Apparently this is the first major feature filmed and released during Covid-19, the ending is a little hokey, but still very entertaining!! 👍🏼👍🏼 #SongbirdMovie #dallas pic.twitter.com/7voN5jtIF1
— Albert Evangelista (@aarree) December 10, 2020
From there, the two wrote what was originally a Cloverfield-type monster movie that evolved into more of a Romeo and Juliet story during the apocalypse. The screenplay caught the attention of former Paramount production chief Adam Goodman, and two weeks later, Michael Bay. “…Suddenly all of these other people got involved. It became a real proposition, a real movie,” Mason continued.
But the excitement was soon squashed as feedback from the first trailer sparked some anger from the public.
“This movie is so in extremely poor taste & I can’t even believe that this movie is coming out when cases are skyrocketing, hospitalizations are going back up & after so many people lost their lives to this virus,” one person tweeted back in October. “This is so very disgusting, very disrespectful & very insensitive!!”
It’s way too soon to enjoy a movie about Covid, but #SongbirdMovie is just bad.
Nothing more than a footnote as the first Hollywood production amid the pandemic; the plot is flat, the shockingly stacked cast is misused, and the visuals are ugly.
— Alex DiVincenzo (@alexislegend) December 10, 2020
Critic reviews and scores have reflected the same sentiments, with the movie currently showing an embarrassing Metacritic score of 30.
“Adam Mason’s Songbird is about boring people getting mad that they’re stuck inside, and the government is oppressing them, and they’ll soon fly free or whatever,” writes Blake Goble of Consequence of Sound.
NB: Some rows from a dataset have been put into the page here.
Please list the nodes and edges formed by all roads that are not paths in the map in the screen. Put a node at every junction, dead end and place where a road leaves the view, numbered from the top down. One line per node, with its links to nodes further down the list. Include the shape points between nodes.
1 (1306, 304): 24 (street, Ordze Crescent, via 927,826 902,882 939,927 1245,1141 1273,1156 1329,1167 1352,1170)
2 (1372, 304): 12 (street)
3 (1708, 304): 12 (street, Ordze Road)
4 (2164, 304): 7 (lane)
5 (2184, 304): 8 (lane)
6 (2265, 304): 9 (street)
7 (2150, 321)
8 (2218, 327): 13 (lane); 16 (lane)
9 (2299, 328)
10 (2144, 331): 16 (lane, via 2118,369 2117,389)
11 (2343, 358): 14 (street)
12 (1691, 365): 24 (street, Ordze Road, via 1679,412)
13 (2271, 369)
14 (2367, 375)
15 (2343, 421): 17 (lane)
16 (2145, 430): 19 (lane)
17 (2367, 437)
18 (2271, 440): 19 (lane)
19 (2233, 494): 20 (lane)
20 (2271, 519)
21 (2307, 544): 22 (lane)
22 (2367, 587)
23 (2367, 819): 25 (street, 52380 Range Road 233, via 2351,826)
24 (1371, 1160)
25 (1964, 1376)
And IndieWire’s David Erlich had similar thoughts. “For all of its gimmicky appeal, Songbird is bad enough that your entire neighborhood will be able to smell it streaming onto your TV, and it gets worse faster than your nose can adjust to the stench.” Ouch.
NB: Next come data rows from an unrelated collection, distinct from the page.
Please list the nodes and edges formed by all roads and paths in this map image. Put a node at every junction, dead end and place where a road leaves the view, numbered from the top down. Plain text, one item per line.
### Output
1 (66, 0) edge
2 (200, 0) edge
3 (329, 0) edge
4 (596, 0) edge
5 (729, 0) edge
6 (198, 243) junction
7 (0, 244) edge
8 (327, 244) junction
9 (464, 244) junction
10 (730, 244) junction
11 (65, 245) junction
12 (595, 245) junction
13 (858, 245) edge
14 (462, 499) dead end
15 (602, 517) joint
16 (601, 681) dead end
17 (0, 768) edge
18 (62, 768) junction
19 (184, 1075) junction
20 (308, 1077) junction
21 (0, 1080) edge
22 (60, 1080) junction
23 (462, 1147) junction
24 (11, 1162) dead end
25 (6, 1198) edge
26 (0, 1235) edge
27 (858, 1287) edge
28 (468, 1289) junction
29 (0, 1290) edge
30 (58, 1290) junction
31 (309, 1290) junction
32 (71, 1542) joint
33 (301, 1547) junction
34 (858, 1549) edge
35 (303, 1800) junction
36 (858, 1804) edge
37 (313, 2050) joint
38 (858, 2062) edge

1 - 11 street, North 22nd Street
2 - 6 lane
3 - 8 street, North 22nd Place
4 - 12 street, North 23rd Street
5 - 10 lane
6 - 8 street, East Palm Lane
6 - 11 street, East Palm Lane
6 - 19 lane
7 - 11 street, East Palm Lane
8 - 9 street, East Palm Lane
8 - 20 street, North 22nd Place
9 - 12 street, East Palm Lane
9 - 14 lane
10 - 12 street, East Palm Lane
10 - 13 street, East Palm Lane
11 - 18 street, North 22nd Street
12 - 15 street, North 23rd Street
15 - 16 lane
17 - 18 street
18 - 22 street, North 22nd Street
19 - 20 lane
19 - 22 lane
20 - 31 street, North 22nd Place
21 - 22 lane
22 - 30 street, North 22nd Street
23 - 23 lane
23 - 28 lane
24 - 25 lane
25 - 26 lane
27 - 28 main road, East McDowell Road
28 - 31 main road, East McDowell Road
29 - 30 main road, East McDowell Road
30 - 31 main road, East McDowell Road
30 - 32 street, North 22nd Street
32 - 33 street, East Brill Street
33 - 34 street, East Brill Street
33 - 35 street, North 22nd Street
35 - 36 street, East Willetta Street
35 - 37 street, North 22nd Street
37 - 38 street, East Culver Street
But despite the pages and pages of bad reviews and angry tweets, co-creators Mason and Boyles are still optimistic. “It’s a world that we created that I would like to revisit, but it wasn’t like we were having lots of conversations about franchises because, frankly, we had our hands full just trying to get the movie finished […] So, no, we weren’t thinking about a franchise or sequels or any of those things, although I do think that we built a world and characters that would be fitting for more stories.”